I'd buy some horses if there were no gas to be had. At $18/gal I would still be filling my tank 1.5 times a week. I'd just be wearing more dirty clothes and eating clearance sale hamburger meat instead of ribs and shit.
No it isn't. Never once did I suggest most jobs that have been outsourced would return. That's unrealistic.
"This is going to bring a lot of jobs back home", I believe is a very close paraphrasing of your statement.
Very well, I misspoke the other day. Not many jobs are going to come back. Some already have, but it's likely it's going to be a large amount. But it will further discourage future outsourcing. That's not a shift in my position.
Why would it discourage outsourcing if there are still multiple additional benefits to go with outsourcing? Not to mention you're speaking of industries that are directly product oriented. For most IT, customer care/service/sales, data entry, and video monitoring companies there will be no increase in outsourcing cost. With the exception of IT jobs, the remainder are some of the jobs low income families, as well as non college grads, depend on.
Cost of labor is the issue that effects outsourcing. There is nothing as important as dollars and sense from the outsourcers perspective. If it becomes more expensive to outsource, which it will in several industries, than it won't be seen as a viable option. Transportation costs are an issue with the vast majority of business.

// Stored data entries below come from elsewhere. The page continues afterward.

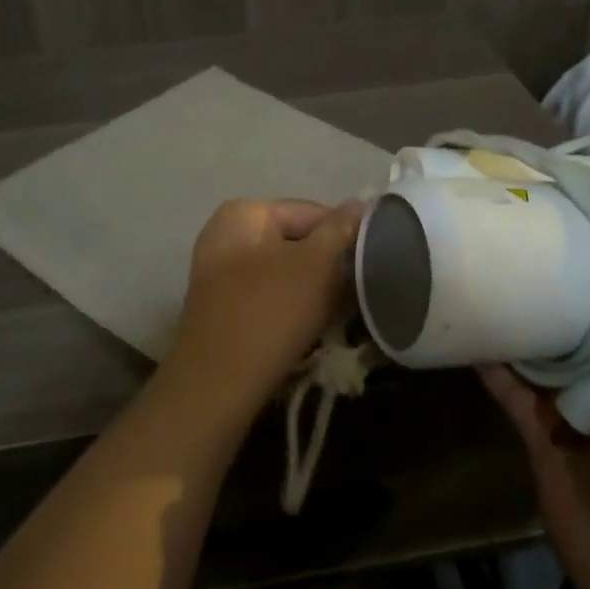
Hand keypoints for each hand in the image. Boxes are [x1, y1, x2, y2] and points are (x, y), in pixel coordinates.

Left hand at [162, 198, 365, 415]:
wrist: (218, 385)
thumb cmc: (271, 313)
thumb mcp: (317, 265)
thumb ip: (340, 229)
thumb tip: (361, 203)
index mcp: (243, 213)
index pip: (312, 212)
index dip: (346, 236)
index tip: (371, 265)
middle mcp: (225, 235)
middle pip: (296, 242)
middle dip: (329, 266)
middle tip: (358, 293)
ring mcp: (219, 273)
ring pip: (285, 272)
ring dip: (314, 290)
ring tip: (338, 314)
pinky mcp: (222, 308)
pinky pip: (269, 296)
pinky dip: (292, 307)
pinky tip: (311, 329)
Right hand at [480, 268, 589, 588]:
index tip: (587, 228)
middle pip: (587, 325)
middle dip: (561, 290)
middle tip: (524, 242)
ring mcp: (575, 405)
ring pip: (546, 352)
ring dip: (524, 324)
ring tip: (490, 278)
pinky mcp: (539, 428)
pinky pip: (513, 388)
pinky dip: (495, 365)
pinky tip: (469, 335)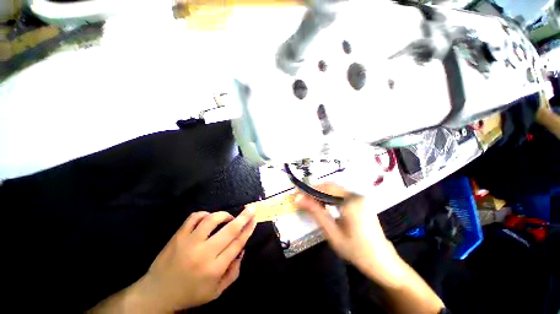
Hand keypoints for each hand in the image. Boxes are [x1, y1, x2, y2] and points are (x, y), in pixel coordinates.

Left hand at [130, 209, 256, 311]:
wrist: (157, 293)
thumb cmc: (190, 293)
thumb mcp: (216, 292)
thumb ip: (233, 272)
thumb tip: (242, 249)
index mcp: (214, 269)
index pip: (237, 244)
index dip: (248, 230)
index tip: (254, 220)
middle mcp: (204, 253)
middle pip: (229, 230)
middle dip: (244, 217)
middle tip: (251, 209)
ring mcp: (189, 242)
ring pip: (212, 219)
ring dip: (224, 215)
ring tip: (228, 217)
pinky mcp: (178, 236)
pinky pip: (194, 217)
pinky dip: (205, 214)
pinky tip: (208, 218)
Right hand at [294, 183, 405, 287]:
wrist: (382, 262)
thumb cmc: (356, 251)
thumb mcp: (332, 233)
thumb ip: (315, 212)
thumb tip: (299, 199)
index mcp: (351, 202)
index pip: (325, 188)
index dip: (310, 189)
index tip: (297, 193)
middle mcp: (357, 195)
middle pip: (330, 187)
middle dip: (315, 191)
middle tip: (302, 199)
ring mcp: (360, 198)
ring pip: (335, 189)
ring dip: (321, 194)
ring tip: (311, 203)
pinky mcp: (361, 202)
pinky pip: (341, 194)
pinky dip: (330, 197)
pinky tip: (324, 206)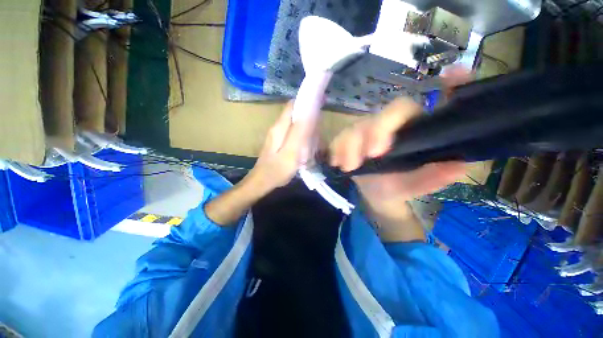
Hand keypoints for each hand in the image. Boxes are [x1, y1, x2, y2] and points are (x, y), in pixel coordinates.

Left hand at [247, 102, 315, 194]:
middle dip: (309, 118)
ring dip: (307, 129)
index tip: (322, 103)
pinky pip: (293, 134)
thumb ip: (299, 132)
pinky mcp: (279, 142)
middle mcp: (278, 127)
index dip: (307, 101)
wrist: (262, 182)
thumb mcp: (291, 151)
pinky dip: (303, 137)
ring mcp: (277, 135)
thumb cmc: (277, 169)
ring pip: (296, 124)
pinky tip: (307, 148)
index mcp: (280, 127)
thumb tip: (309, 111)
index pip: (293, 105)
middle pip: (296, 114)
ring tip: (315, 143)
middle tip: (319, 132)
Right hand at [329, 68, 470, 219]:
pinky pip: (338, 139)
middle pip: (387, 113)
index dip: (447, 86)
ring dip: (351, 145)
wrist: (374, 193)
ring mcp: (367, 130)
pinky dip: (337, 150)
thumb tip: (456, 166)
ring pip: (357, 126)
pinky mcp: (348, 139)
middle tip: (373, 154)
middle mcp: (392, 125)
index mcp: (414, 130)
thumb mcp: (414, 186)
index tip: (452, 74)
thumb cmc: (397, 186)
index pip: (435, 104)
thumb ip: (432, 179)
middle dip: (378, 130)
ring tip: (349, 167)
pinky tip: (338, 163)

Looking at the exception doesn't disprove the assertion.
Forgetting the exception, you've failed to explain why any jobs would come home when the cost of shipping would not be drastically reduced and labor costs are guaranteed to increase dramatically?
But the price of shipping from foreign countries is directly tied to the price of gas. I'm not sure when you decided to make the assertion that the cost of shipping overseas is not tied hand in hand with the cost of fuel. But that doesn't make sense. The cost of shipping has tripled in a few years.
Considering the number of countries offering much lower fuel rates, combined with the fact that you are completely leaving out the thought of exporting to foreign countries I fail to see the major incentive to stop going with cheap labor and likely cheaper fuel costs as well despite distance which I'm assuming is what you're counting on as the major, constant, factor of the price. Edit: I never said the cost of fuel didn't affect the cost of shipping. I simply stated that there would not be enough of an increase in shipping cost to cause anybody to really relocate their operations.
the great depression sparked a dramatic period of deflation not only in the price of goods but in wages and salaries as well.. i submit to you that with the coming economic crash due in a small part to the cost of oil,this cycle will return thus sparking the return of some outsourced jobs once wages have fallen far enough in the united states.. history will once again repeat itself and out sourced jobs will return to the once great united states..
read Russian wikipedia about atomic missile shield. You will be suprised. Again it is about an oil!!! This time the fields between USA and Russia. All article is about it. http://ru.wikipedia.org/wiki/Противоракетная_оборона_США Isn't that funny that each country page is about something totally different?
I'm having a hard time seeing this cycle repeating considering the sense of entitlement that most Americans carry. I can't see very many of the people in todays society throwing out low-bids for jobs like they did around the time of the great depression. Also, the key word in that very well put statement is "some" as in 'the return of some outsourced jobs'. Not 'a majority' or 'a good percentage'. Just some. Are the few jobs that will return, which would likely be temporary, really enough to say that the continuing pillaging of the average person, in the manner of gas prices, is a good thing?